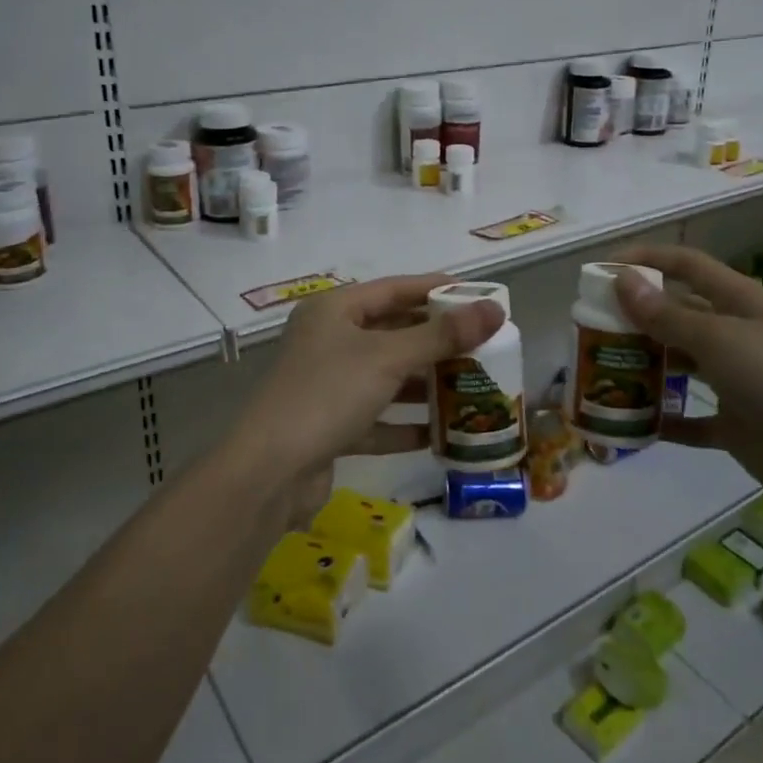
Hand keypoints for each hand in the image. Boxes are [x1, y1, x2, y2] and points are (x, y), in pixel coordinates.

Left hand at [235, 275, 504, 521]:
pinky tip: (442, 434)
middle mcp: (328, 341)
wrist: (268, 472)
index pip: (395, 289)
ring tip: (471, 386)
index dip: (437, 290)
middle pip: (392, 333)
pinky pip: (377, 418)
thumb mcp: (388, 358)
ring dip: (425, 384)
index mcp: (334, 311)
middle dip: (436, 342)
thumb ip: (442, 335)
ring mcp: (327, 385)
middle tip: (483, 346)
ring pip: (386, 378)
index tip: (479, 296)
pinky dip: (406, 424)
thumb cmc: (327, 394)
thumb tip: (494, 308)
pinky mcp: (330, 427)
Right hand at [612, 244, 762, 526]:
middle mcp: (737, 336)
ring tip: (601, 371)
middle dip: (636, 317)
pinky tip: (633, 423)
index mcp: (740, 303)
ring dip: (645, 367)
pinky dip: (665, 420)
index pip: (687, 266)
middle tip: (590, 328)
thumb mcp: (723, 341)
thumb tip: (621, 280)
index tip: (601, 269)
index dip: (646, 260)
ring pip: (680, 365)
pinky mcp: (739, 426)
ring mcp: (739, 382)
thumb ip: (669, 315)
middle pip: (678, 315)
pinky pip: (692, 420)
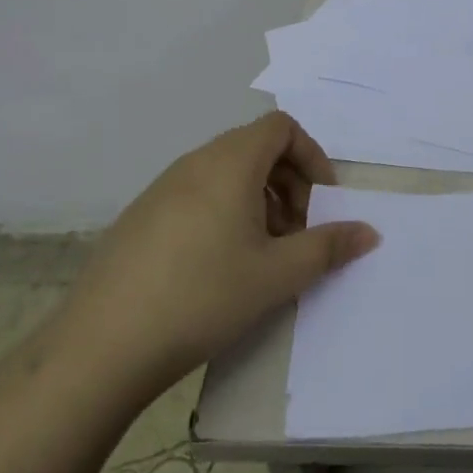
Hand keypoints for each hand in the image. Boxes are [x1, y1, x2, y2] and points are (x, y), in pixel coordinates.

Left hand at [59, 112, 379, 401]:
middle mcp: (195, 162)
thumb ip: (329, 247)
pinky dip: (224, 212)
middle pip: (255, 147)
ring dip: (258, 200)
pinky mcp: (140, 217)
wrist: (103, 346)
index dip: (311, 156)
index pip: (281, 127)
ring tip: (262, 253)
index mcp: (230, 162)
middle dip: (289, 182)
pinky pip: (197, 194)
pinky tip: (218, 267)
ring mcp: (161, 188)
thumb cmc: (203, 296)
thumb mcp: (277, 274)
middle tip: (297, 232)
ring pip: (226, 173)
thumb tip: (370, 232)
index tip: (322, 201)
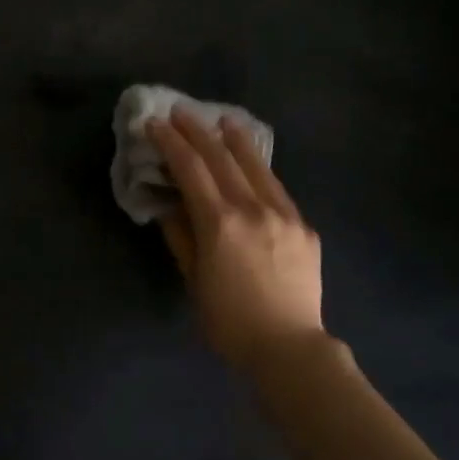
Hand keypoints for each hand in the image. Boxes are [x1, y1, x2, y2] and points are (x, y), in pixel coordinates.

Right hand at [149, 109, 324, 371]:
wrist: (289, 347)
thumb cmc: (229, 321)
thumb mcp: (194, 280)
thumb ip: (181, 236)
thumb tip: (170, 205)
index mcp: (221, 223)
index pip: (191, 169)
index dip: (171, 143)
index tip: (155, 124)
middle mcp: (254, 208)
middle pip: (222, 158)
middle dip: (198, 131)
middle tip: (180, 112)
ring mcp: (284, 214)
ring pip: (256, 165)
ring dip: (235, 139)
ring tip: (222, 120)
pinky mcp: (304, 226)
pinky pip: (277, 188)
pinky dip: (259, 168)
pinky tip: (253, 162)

Work to be completed: What you need to produce is an exact copy of the entries above, limited to the lines from the one with "pinky tip: (633, 423)" up to and including the one with "index tip: (322, 201)", without pictures.

Written response:
pinky tip: (633, 423)
index mcp: (740, 303)
ring dip: (645, 367)
pinky dip: (665, 420)
index pip: (687, 266)
middle tip: (590, 328)
thumb mcp: (723, 341)
thumb tip: (621, 280)
index tip: (601, 269)
index dip: (646, 260)
ring pip: (680, 365)
pinky mcp: (739, 426)
ring mcp: (739, 382)
thumb ip: (669, 315)
middle pip: (678, 315)
pinky pip: (692, 420)
Hand keypoints for each hand in the image. Boxes are [x1, y1, x2, y2] and points are (x, y), in pixel coordinates.

Left hand at [59, 112, 379, 401]:
middle mcp: (195, 162)
thumb ip: (329, 247)
pinky dip: (224, 212)
middle pip: (255, 147)
ring dip: (258, 200)
pinky mcp: (140, 217)
wrist: (103, 346)
index dip: (311, 156)
index pip: (281, 127)
ring tip: (262, 253)
index mcp: (230, 162)
middle dip: (289, 182)
pinky pip: (197, 194)
pinky tip: (218, 267)
ring mcp: (161, 188)
thumb cmc: (203, 296)
thumb mcp: (277, 274)
middle tip: (297, 232)
ring pip: (226, 173)
thumb tip: (370, 232)
index tip: (322, 201)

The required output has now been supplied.